By the time I got home, Ray would be at work and Ma and Thomas would have gone to bed. I’d sit in our pathetic plastic-tiled kitchen with its corny knickknacks, its flypaper hanging from the ceiling, studded with victims, and feel embarrassed about who and what we were. Or else I’d lie in the dark in the living room on our shabby, unraveling braided rug from Sears and think, here I am, a rich girl’s boyfriend, the only guy who can make her feel safe. And not just any rich girl, either.
Dessa.
And I’d feel again the small heft of her breast, my lips against her nipples—see my fingers unraveling that long black braid of hers.

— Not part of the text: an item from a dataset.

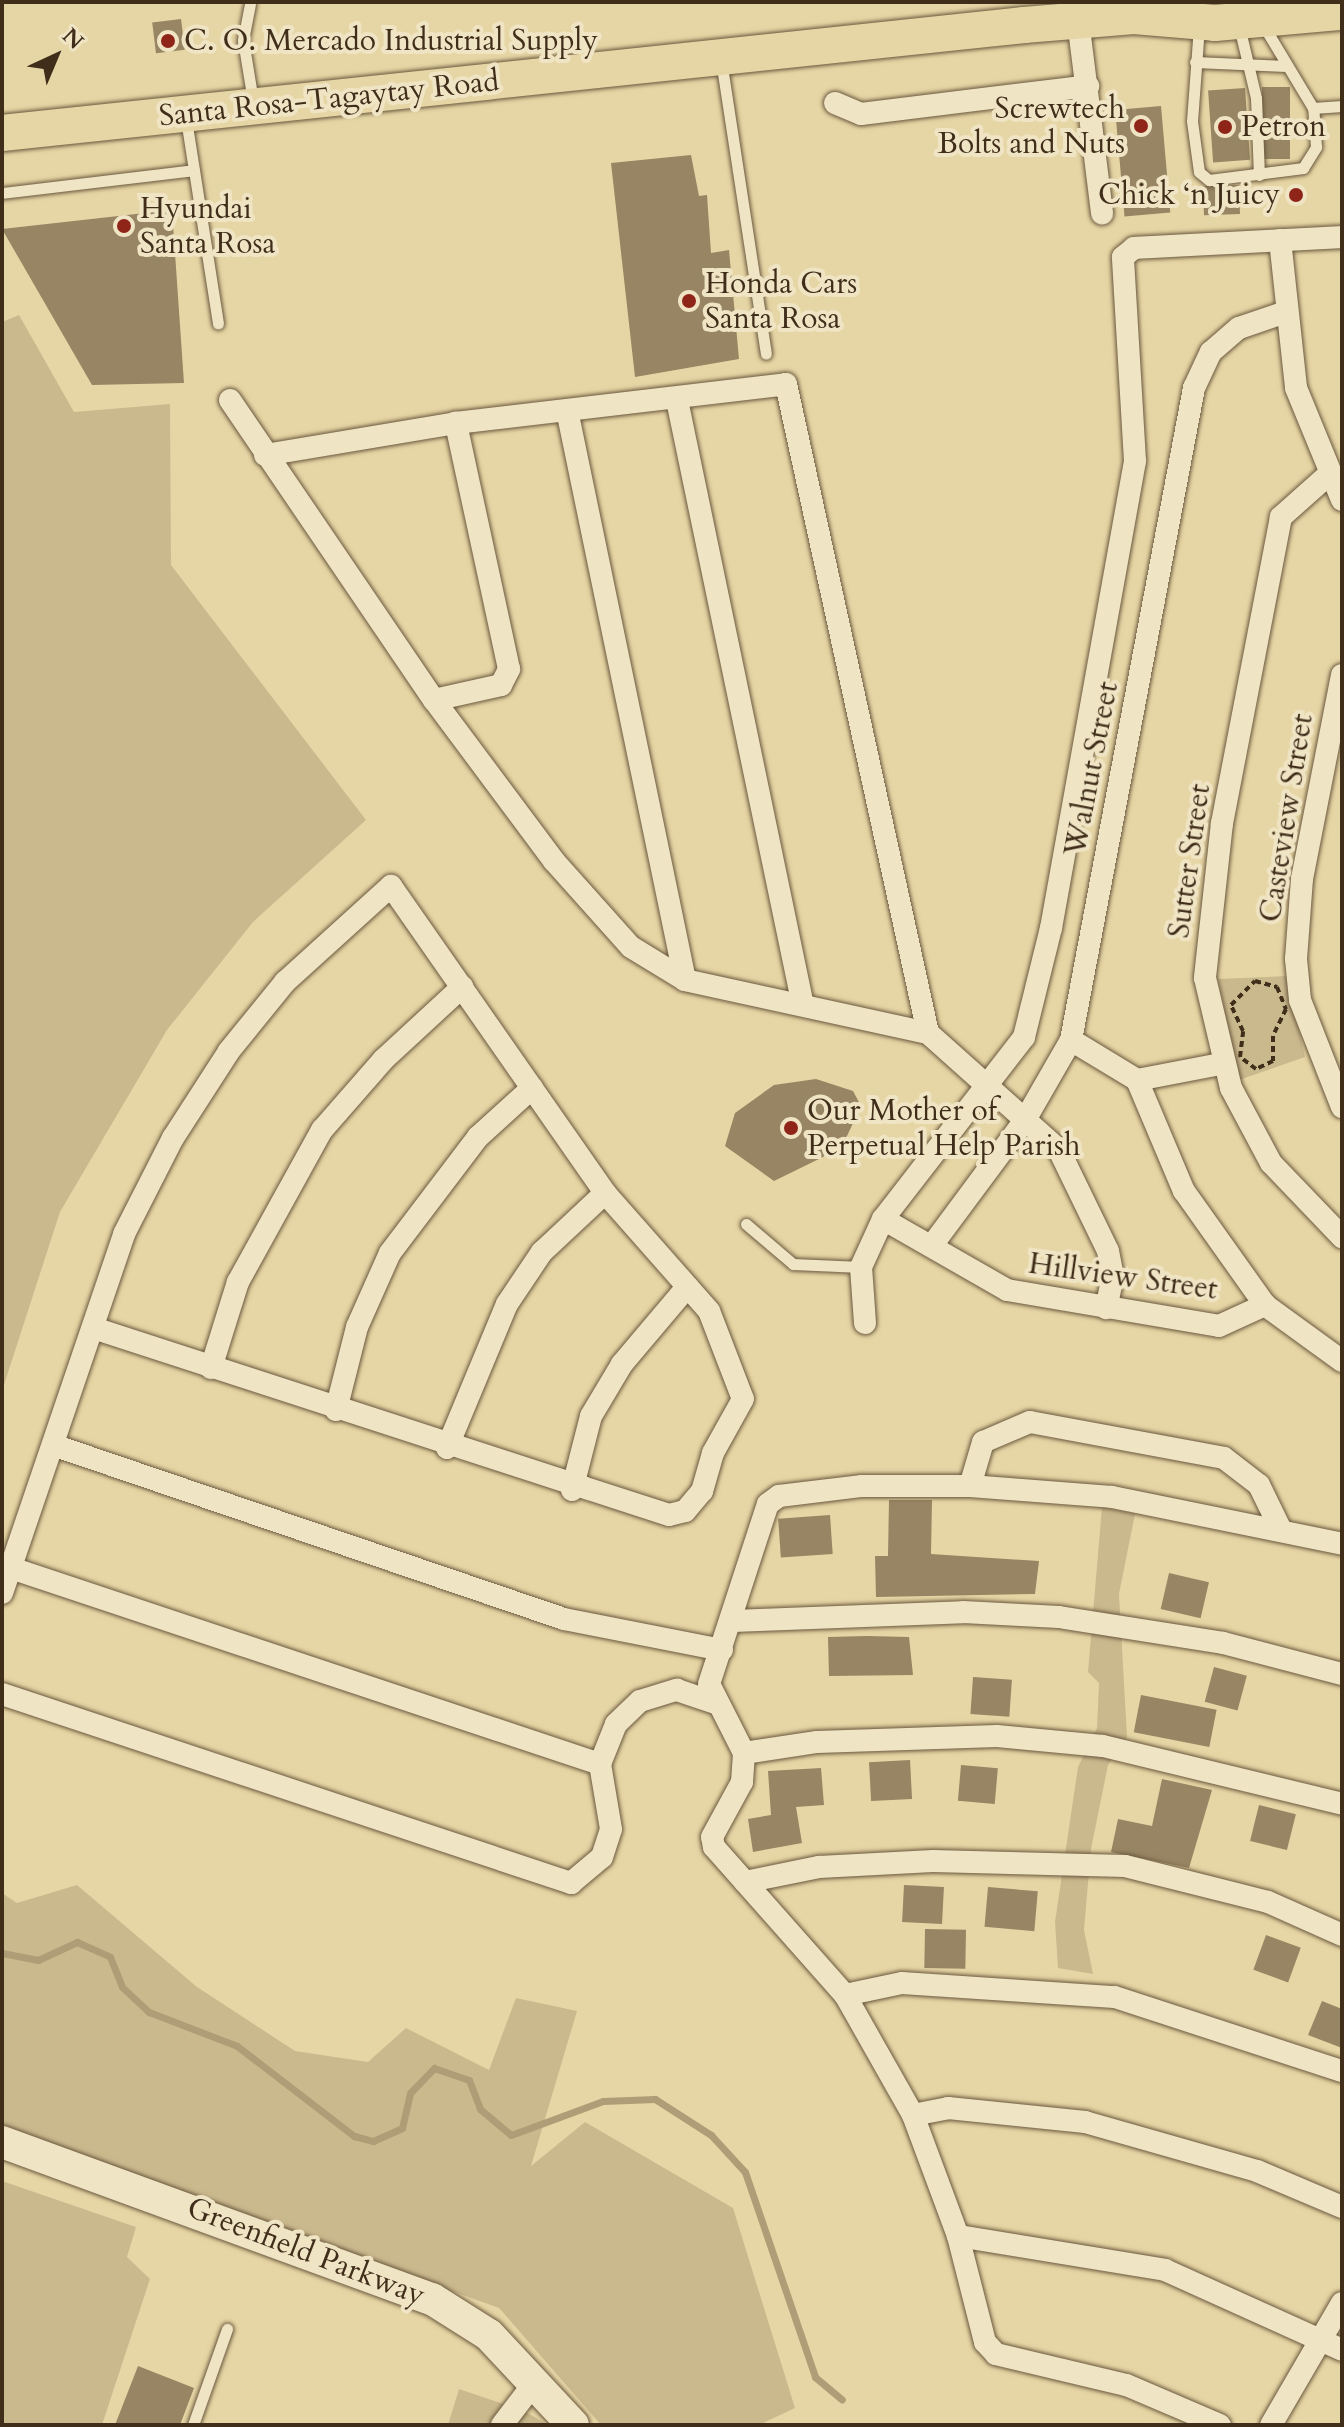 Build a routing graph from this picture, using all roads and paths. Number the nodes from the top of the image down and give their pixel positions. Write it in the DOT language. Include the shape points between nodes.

Exhausted but wired, I’d twist and fidget, unable to go upstairs and sleep. Unable to get filled
up with her.

I thought I was playing it cool. I didn’t think it showed, but it must have. At work, Leo teased me about my yawning, my dozing at lunchtime—about what I must be “ordering off the menu from my little waitress friend.” At home, Ma kept asking me when she was going to be able to meet my “new gal.” Thomas kept bugging me about what Dessa looked like. Possessive of what I had—reluctant to share even information about her—I volunteered the minimum. “She’s short,” I told him. “Brunette.”

“What else?”

“That’s it,” I said, shrugging. “Short and brunette. She goes to Boston College.”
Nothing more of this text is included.